CakapCakap – Cakap People! Lelah aspirasinya tak kunjung diwujudkan, seorang warga desa di Kabupaten Manggarai Timur, Nusa Tenggara Timur (NTT), melakukan aksi dengan cara yang berbeda, yaitu dengan mencetak aspirasinya di sebuah baju kaus yang sering ia pakai. Hal itu dilakukannya setelah beberapa upaya untuk meminta pembangunan jembatan sepanjang 3 kilometer di desanya belum membuahkan hasil.
Dilansir dari The Jakarta Post, Rabu, 6 November 2019, warga tersebut diketahui bernama Theodurus Pamput, 30 tahun. Ia mengenakan kaus hitam dengan pesan yang ditulis dalam bahasa lokal: “Tuang, Senget Koe Gesar Dami #WaeMusur (Pemimpin, tolong dengarkan permohonan kami, #WaeMusur).
Wae Musur adalah nama sungai yang memisahkan Kampung Lidi, di desa Lidi di kabupaten Ranamase, Pulau Flores.
Ia mengatakan, saat musim hujan, khususnya, warga desa di mana Theodorus tinggal ini tidak dapat mengakses desa lain atau ibu kota kabupaten, Borong. Guru-guru yang mengajar di sekolah menengah pertama di Nanga Lanang juga tidak dapat bekerja ketika sungai Wae Musur meluap saat hujan.
“Kami telah menyampaikan permohonan kami beberapa kali; melalui media, ke DPRD Manggarai Timur dan melalui pemerintahan Manggarai Timur. Tetapi mereka belum memberikan hasil apa pun, “kata Theodorus bulan lalu.
“Ketika musim hujan tiba, Wae Musur selalu banjir dan kita tidak bisa melewatinya.”
Dia mengatakan penduduk desa telah membentuk Forum Rakyat Wae Musur dan Gerakan Pemuda Wae Musur untuk memperjuangkan jembatan tersebut.
“Jadi, saya membuat kaus ini,” katanya.
Ia mengaku pernah diberitahu bahwa pembangunan jembatan tersebut harus menggunakan APBN, bukan APBD. Warga desa juga berharap Presiden Joko Widodo akan membangun jembatan Wae Musur, begitu pesan yang tercetak pada kaus itu yang juga ditujukan kepada Presiden.

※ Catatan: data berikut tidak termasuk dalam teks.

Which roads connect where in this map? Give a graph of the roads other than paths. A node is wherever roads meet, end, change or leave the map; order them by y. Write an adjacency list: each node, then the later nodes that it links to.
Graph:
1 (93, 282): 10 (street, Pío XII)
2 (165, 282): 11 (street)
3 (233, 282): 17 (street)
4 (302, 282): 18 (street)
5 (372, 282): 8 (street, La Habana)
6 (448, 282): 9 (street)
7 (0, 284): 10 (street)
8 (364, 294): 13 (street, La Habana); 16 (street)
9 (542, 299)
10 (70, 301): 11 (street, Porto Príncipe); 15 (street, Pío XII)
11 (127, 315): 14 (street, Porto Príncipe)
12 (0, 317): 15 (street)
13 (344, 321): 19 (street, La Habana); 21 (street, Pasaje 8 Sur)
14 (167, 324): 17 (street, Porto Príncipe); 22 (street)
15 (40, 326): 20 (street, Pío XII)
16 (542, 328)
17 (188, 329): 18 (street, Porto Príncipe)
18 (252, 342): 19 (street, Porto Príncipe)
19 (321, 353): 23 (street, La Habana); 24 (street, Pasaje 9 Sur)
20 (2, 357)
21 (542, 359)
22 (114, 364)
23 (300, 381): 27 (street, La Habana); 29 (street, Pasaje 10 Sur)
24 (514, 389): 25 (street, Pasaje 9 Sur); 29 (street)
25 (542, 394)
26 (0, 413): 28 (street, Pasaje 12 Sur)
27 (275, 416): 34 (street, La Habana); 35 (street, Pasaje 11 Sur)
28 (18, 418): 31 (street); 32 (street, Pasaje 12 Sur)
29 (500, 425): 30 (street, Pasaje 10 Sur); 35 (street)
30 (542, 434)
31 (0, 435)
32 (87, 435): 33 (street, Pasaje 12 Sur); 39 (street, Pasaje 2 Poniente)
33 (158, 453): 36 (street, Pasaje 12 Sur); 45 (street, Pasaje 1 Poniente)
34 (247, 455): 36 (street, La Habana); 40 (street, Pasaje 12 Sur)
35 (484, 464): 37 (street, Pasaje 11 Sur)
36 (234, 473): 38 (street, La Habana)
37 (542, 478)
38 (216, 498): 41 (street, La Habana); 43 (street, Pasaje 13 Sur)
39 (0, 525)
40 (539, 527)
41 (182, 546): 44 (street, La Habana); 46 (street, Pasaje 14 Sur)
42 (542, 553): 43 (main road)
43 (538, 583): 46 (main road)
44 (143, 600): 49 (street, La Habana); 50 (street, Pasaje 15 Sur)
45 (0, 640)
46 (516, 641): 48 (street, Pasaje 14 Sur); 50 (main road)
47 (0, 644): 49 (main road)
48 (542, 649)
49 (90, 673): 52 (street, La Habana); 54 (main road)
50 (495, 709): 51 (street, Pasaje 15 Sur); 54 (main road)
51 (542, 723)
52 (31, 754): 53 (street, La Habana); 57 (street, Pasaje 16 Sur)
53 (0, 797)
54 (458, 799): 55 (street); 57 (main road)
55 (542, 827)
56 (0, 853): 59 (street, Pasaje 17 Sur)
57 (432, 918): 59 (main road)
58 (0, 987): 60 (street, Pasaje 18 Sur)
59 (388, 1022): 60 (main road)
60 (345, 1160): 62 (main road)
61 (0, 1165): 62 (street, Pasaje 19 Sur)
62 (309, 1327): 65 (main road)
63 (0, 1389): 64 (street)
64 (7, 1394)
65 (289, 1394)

“Pesannya adalah agar semua pemimpin bangsa mendengarkan dan memperhatikan, untuk mewujudkan pembangunan yang setara bagi [semua orang] di Indonesia,” katanya.
Pemerataan pembangunan infrastruktur diharapkan tak hanya dinikmati oleh masyarakat di Pulau Jawa saja, tapi juga di Kawasan Timur Indonesia, termasuk Nusa Tenggara Timur (NTT).
Seperti diketahui, Produk Regional Bruto (GRP) NTT berada di urutan 10 terbawah di Indonesia, yang hanya mencapai Rp 99,08 triliun pada tahun 2018. Sebagai perbandingan, Jakarta membukukan GRP Rp 2,599 kuadriliun pada tahun yang sama.
Manggarai Timur adalah salah satu dari 22 kabupaten dan kota di provinsi NTT dan juga di antara 10 terbawah dalam hal GRP, membukukan Rp 2,7 triliun pada 2018. Badan Pusat Statistik (BPS) melaporkan bahwa pada 2017, 25 persen penduduk tinggal di daerah pedesaan kategori miskin.
Theodorus mengatakan bahwa selama masa kampanye pemilihan legislatif dan presiden tahun lalu, beberapa pejabat dari Kementerian Pekerjaan Umum dan Perumahan, anggota Komisi Informasi Publik (KIP) Romanus Ndau Lendong dan pejabat Badan Pekerjaan Umum dan Perumahan Manggarai Timur Yos Marto mengunjungi daerah Wae Musur. Mereka disambut dengan ritual adat dan para pejabat berjanji untuk mengakomodasi permintaan masyarakat.
Romanus mengkonfirmasi kunjungan itu bulan lalu dan mengatakan dia telah meminta pembaruan dari kementerian. Dia menambahkan bahwa warga desa harus menunggu karena “pembangunan terjadi secara bertahap di seluruh Indonesia”.
“Mungkin [jembatan] akan dibangun tahun depan,” katanya.
Kepala Dinas Pekerjaan Umum Yos Marto mengatakan bahwa pada bulan lalu, pemerintah belum menerima informasi tentang tindak lanjut kunjungan kementerian.
“Pemerintah Kabupaten Manggarai Timur tidak memiliki anggaran untuk membangun jembatan di atas Sungai Wae Musur,” katanya.